Romney would not be the first member of the Church of Jesus Christ of Latter-day Saints to run for the nation's highest office. He follows Orrin Hatch (2000); Mo Udall (1976); his father, George Romney (1968); and not least of all Joseph Smith, who ran in 1844 on a platform of "theodemocracy," abolition, and cutting congressional pay. Despite a strong showing in the Nauvoo straw poll, Smith didn't play much better nationally than Hatch did, and had to settle for the Mormon-elected post of King of the Kingdom of Heaven.I about fell out of my chair when I got to the last line. How many Mormons would be shocked by that statement? How many would realize that it is true? I wouldn't have until I started reading non-church sources.
I continue to cackle whenever the church's apologists claim that Smith didn't gain anything from his role as prophet other than hardship and persecution. You know, other than never having to hold down a real job, being able to command people in the name of God to build him houses and support him, being able to get loans for the church (and not coincidentally himself as leader of the church), having divinely sanctioned marriages to whoever he wanted, a divinely commanded mansion, a riverboat, power, fame, being King of the World, etc. Other than that there was nothing in it for him.
I sincerely hope that Romney is a front-runner for the presidency because it will force the Mormon church to center stage and bring it the journalistic scrutiny that it so deserves.
Here's another great excerpt addressing whether refusing to consider voting for a devout Mormon represent religious bigotry.
Others, myself included, would not, under most imaginable circumstances, vote for a fanatic or fundamentalist—a Hassidic Jew who regards Rabbi Menachem Schneerson as the Messiah, a Christian literalist who thinks that the Earth is less than 7,000 years old, or a Scientologist who thinks it is haunted by the souls of space aliens sent by the evil lord Xenu. Such views are disqualifying because they're dogmatic, irrational, and absurd. By holding them, someone indicates a basic failure to think for himself or see the world as it is.Here's the author's take on Joseph Smith and people who believe in him.
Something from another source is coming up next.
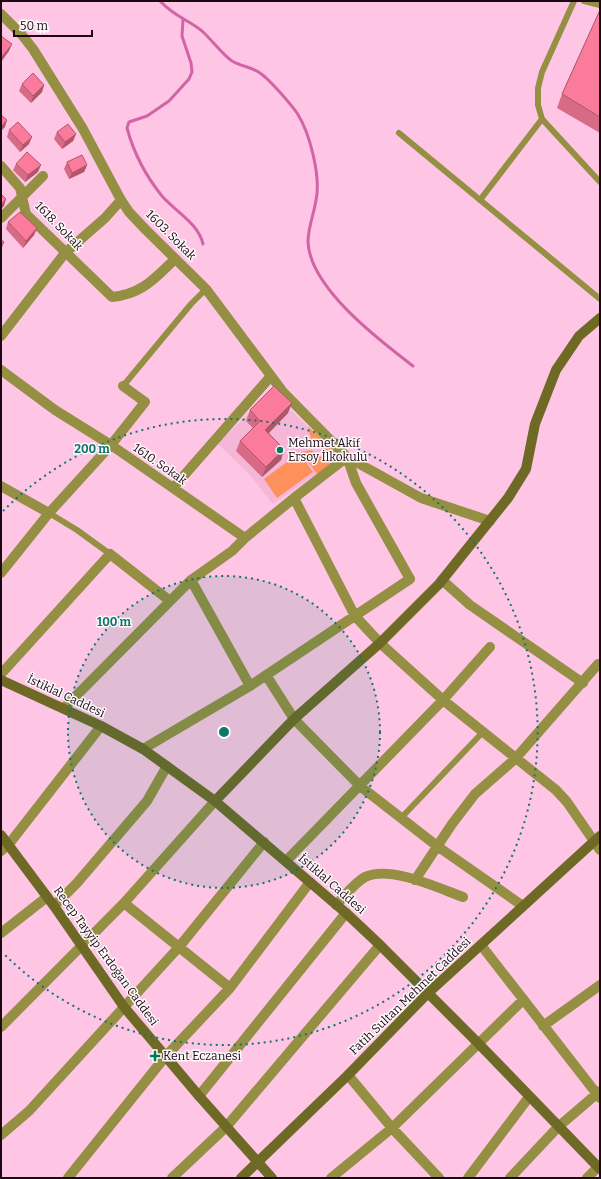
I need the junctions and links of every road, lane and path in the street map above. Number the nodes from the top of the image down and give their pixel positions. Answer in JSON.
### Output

If you don't know the story, it's worth spending some time with Fawn Brodie's wonderful biography No Man Knows My History. Smith was able to dictate his "translation" of the Book of Mormon first by looking through diamond-encrusted decoder glasses and then by burying his face in a hat with a brown rock at the bottom of it. He was an obvious con man. Romney has every right to believe in con men, but I want to know if he does, and if so, I don't want him running the country.She didn't get it quite right. No one saw the magic glasses and I've never seen them described as diamond-encrusted. In fact, I've never read anything indicating that anyone saw him using the "interpreters," as the Book of Mormon calls them, to translate the book. Everyone who witnessed the translation described the rock in a hat method that most Mormons know nothing about. If you buy into miracles and revelation then I can forgive believing in the Urim and Thummim. But as soon as I found out he was using his treaure hunting seer stone it was an immediate deal breaker. There's a good reason the church doesn't tell the correct version of the translation in Sunday school or seminary. Only members sufficiently enmeshed in the belief system would be able to swallow that story. I wonder if Romney is as ignorant of the church's real story as most Mormons are. It goes a long way toward explaining why an otherwise knowledgeable man can believe in such an obvious fraud when you realize that the evidence of the fraud has been carefully concealed from him. However, it still leaves the question of whether you'd vote for a man who'd be willing to avoid looking at contradictory evidence because it conflicts with his personal beliefs. That kind of dogmatism would be decidedly bad for the leader of the free world.
Here's a little more.
One may object that all religious beliefs are irrational—what's the difference between Smith's "seer stone" and the virgin birth or the parting of the Red Sea? But Mormonism is different because it is based on such a transparent and recent fraud. It's Scientology plus 125 years. Perhaps Christianity and Judaism are merely more venerable and poetic versions of the same. But a few eons makes a big difference. The world's greater religions have had time to splinter, moderate, and turn their myths into metaphor. The Church of Latter-day Saints is expanding rapidly and liberalizing in various ways, but it remains fundamentally an orthodox creed with no visible reform wing.A transparent fraud. I couldn't have said it any better. Why is it so easy to see now and was so difficult to consider for most of my life? This is a question that the nation will have to consider because Mitt Romney and many like him are true believers in this transparent fraud.